[Info-vax] First ship poll: When will the first native x86-64 compilers ship ?
Bill Gunshannon
bill.gunshannon at gmail.com
Sat Apr 16 07:28:56 EDT 2022
On 4/15/22 22:10, Dave Froble wrote:
> On 4/15/2022 7:25 PM, Arne Vajhøj wrote:
>> On 4/15/2022 7:17 PM, Richard Maher wrote:
>>> On 15/04/2022 8:44 pm, Arne Vajhøj wrote:
>>>> On 4/15/2022 3:36 AM, Richard Maher wrote:
>>>>> On 15/04/2022 10:37 am, Galen wrote:
>>>>>> Richard Maher <maher_rjSPAMLESS at hotmail.com> wrote:
>>>>>>> COBOL evangelism, Love of protected subsystems (eg RMS, Rdb),
>>>>>>> Depression
>>>>>>> and PTSD after years of VMS abuse, dreams of VMS
>>>>>>> backend resurgence. . .
>>>>>>
>>>>>> What precisely, I dare ask, are you dreaming about VMS back
>>>>>> ends?
>>>>>
>>>>> Something like Kestrel that talks HTTP and can pass JSON to 3GL
>>>>> code a la mode de TIER3. FIDO2 Authentication support.
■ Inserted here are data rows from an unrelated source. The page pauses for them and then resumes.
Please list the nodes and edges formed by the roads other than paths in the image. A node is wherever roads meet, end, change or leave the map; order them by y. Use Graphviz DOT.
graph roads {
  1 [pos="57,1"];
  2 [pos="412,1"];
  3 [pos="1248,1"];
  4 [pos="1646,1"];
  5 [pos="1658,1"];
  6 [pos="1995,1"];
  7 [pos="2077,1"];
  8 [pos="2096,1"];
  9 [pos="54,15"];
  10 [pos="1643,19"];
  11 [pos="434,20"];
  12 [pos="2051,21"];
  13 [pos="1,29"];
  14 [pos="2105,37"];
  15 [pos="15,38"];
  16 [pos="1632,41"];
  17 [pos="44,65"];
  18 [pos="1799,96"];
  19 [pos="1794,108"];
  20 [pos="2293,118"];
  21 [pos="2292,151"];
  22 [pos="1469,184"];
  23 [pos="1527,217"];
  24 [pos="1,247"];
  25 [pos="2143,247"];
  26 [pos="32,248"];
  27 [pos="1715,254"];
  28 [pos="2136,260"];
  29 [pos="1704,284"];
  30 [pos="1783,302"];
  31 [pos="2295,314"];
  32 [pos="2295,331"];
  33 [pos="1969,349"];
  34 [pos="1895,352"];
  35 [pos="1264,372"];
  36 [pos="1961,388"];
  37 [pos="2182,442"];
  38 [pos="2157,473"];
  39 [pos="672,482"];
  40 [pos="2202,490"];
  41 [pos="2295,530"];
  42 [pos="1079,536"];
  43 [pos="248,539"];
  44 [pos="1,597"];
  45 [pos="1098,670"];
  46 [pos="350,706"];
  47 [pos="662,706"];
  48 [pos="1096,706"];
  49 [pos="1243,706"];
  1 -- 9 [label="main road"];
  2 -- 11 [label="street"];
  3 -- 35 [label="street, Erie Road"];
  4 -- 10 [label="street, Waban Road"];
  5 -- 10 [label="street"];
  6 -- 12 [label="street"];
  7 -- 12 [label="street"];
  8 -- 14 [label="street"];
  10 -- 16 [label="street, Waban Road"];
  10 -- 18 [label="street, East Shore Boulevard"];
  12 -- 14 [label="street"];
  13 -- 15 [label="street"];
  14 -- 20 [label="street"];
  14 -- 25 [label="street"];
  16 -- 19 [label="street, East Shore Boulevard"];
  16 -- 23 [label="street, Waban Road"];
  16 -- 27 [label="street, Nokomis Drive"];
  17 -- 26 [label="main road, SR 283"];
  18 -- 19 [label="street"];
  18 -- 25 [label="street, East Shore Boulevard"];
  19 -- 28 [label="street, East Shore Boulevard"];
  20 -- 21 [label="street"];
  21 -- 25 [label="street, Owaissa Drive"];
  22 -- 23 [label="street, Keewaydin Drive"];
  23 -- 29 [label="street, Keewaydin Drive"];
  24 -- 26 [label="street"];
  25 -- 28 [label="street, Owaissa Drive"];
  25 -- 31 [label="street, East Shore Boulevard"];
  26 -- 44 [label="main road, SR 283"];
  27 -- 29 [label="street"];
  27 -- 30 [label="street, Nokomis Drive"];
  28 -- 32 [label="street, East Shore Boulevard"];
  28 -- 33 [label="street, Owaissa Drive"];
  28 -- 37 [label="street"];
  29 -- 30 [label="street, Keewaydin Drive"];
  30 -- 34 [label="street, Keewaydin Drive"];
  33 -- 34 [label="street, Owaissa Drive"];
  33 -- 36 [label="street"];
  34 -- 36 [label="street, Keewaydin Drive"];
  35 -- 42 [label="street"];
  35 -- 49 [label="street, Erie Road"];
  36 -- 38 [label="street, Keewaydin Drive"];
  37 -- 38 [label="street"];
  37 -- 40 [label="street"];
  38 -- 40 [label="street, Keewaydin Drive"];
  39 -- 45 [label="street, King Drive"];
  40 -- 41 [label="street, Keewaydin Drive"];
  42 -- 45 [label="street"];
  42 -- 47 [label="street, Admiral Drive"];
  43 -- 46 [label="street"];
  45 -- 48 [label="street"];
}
To start . .
>>>>> .
>>>>
>>>> Both Java and Python can provide nice embedded HTTP servers, do JSON
>>>> and
>>>> potentially interact with native code (Cobol or otherwise), but obvious
>>>> question is whether it wouldn't be better to do it all in either
>>>> Java or Python.
>>>
>>> This is the biggest mistake VMS has made for 20 years; throw away the
>>> existing
>>> customer base :-(
>>
>> Using the right tool for the job is hardly throwing away the
>> customer base.
>>
>> Cobol, Basic, Pascal, C etc. is just not the optimal language
>> for writing a new web service.
>>
>> Not on any platform.
>>
>> Arne
>
> Really depends on the web service, doesn't it?
>
Like maybe, IBM zSystem running COBOL with CICS and a DB2 backend.